An Ocean of Minutes
An Ocean of Minutes was sold to me as The Time Traveller’s Wife meets Station Eleven. I loved the concept of The Time Traveller’s Wife; Henry is a man with the ability to time travel and Clare is his wife, who he must continually find his way back to. And I adored everything about Station Eleven; it was eerie, beautiful, and incredibly uplifting considering its dark, dystopian subject matter. Having read these two books, I knew that I had to read this book. I was not disappointed.
Polly and Frank are a young couple in love until a flu virus infects half the world’s population, including Frank. The only way Polly can save him is to sign up to be sent twelve years into the future as part of an initiative that is going to rebuild the devastation being caused by the flu now. She signs up. Then she and Frank choose a meeting spot and swear to meet each other on that spot in twelve years’ time. Frank will be older, but Polly will be the same age. They can still be together. They can still have children. They can still have a life. But then Polly gets sent an extra five years into the future, and seventeen years is a long time to wait.
This is Thea Lim’s (The Same Woman) second book and, man, does she nail it. The writing is simple, eloquent, and incredibly moving. Polly’s departure from Frank is heart-breaking, and when she discovers that she is seventeen years into the future, I was sharing the heart palpitations that she was having. The thoughts that rushed through her head were the same thoughts rushing through my own: Did Frank survive? Did he wait for Polly? Will love win out in the end? Polly’s dedication and belief in Frank is so strong and so wonderful. It was the complete and utter devotion that she has for him that kept me turning pages well past my bedtime.
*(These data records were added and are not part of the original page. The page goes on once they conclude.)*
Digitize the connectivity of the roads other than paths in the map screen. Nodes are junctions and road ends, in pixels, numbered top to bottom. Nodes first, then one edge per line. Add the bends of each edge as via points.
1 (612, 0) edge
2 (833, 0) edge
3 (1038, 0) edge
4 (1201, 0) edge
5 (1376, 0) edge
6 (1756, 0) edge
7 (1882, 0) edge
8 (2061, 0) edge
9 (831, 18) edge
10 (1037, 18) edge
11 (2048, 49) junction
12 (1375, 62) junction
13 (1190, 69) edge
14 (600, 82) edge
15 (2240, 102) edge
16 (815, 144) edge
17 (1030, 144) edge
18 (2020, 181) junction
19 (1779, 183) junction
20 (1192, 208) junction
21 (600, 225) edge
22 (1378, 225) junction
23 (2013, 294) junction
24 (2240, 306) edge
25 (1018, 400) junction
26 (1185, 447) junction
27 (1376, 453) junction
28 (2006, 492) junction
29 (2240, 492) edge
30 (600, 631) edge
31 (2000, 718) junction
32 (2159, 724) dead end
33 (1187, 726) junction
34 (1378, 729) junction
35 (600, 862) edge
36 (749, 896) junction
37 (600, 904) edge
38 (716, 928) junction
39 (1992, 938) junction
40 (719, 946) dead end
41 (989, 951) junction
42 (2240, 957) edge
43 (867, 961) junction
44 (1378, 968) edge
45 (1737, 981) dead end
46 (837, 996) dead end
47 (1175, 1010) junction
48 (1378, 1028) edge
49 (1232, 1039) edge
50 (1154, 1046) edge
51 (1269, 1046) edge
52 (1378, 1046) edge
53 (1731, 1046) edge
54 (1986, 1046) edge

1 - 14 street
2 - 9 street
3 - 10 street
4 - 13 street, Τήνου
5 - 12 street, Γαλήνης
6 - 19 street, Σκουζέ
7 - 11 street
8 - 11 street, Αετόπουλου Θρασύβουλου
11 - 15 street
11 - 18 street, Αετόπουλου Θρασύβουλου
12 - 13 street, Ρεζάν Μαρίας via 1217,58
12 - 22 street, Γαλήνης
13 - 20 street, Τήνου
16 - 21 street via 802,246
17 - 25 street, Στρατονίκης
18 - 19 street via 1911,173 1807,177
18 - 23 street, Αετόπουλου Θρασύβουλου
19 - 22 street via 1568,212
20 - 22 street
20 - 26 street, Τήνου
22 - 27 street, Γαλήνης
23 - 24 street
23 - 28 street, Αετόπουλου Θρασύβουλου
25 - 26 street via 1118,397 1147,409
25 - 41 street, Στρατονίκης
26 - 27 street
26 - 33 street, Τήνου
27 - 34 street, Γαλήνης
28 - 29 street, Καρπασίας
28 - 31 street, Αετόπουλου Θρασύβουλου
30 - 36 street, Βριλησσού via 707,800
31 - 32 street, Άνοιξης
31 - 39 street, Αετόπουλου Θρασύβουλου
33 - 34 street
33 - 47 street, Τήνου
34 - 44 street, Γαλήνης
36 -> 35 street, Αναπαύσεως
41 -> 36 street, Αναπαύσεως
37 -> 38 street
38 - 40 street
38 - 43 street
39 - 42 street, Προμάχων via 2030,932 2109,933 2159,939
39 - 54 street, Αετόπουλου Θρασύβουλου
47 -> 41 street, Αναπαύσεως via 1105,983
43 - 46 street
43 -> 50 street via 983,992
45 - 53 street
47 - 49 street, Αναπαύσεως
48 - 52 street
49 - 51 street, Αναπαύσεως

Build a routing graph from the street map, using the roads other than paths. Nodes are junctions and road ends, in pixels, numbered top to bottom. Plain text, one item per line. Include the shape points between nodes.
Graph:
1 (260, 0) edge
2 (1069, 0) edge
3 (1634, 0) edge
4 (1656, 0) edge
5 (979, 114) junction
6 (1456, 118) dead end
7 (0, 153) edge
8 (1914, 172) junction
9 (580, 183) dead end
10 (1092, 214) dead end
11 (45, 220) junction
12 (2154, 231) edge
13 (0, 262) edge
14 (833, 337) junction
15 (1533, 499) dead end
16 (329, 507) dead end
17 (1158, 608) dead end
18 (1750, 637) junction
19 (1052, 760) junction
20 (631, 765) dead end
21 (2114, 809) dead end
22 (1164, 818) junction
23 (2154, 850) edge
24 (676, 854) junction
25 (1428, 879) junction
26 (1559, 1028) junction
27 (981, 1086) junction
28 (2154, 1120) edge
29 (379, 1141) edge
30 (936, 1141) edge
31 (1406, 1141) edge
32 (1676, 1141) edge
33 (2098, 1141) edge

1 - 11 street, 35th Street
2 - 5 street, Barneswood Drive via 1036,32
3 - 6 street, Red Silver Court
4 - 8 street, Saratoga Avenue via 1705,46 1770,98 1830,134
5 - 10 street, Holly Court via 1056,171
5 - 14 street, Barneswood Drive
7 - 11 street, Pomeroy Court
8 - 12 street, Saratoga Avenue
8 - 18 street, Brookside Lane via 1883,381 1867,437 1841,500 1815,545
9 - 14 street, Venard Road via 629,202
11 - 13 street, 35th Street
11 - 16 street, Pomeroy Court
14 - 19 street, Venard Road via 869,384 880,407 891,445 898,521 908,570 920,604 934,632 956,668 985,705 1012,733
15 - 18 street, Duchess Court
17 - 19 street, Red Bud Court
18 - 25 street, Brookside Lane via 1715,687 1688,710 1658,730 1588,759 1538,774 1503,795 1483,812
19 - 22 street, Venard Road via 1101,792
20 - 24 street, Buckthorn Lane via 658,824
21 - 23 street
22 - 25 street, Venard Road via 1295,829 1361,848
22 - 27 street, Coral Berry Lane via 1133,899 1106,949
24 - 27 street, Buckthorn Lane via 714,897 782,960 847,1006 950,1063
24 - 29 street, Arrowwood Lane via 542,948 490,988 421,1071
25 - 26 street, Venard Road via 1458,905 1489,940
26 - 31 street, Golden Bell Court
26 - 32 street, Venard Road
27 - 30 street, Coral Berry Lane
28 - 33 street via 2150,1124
The setting of the book is the other drawcard. The future that Lim paints is bleak and terrifying, and her writing is so evocative that I felt I was right there next to Polly. The flu caused such devastation that the future was harder to rebuild than first expected. On Polly’s first day, she finds herself in a shipping container on an exercycle. Each spin of the stationary wheel is another round of electricity that will fuel the bunker-like houses of the neighborhood. Like I said, bleak. But it is only the book’s setting that’s bleak. Even though the world Polly finds herself in is desolate, Lim's eloquence brings hope into every element of the story in a way that feels effortless. An Ocean of Minutes is really a story about love, and I couldn't recommend it more.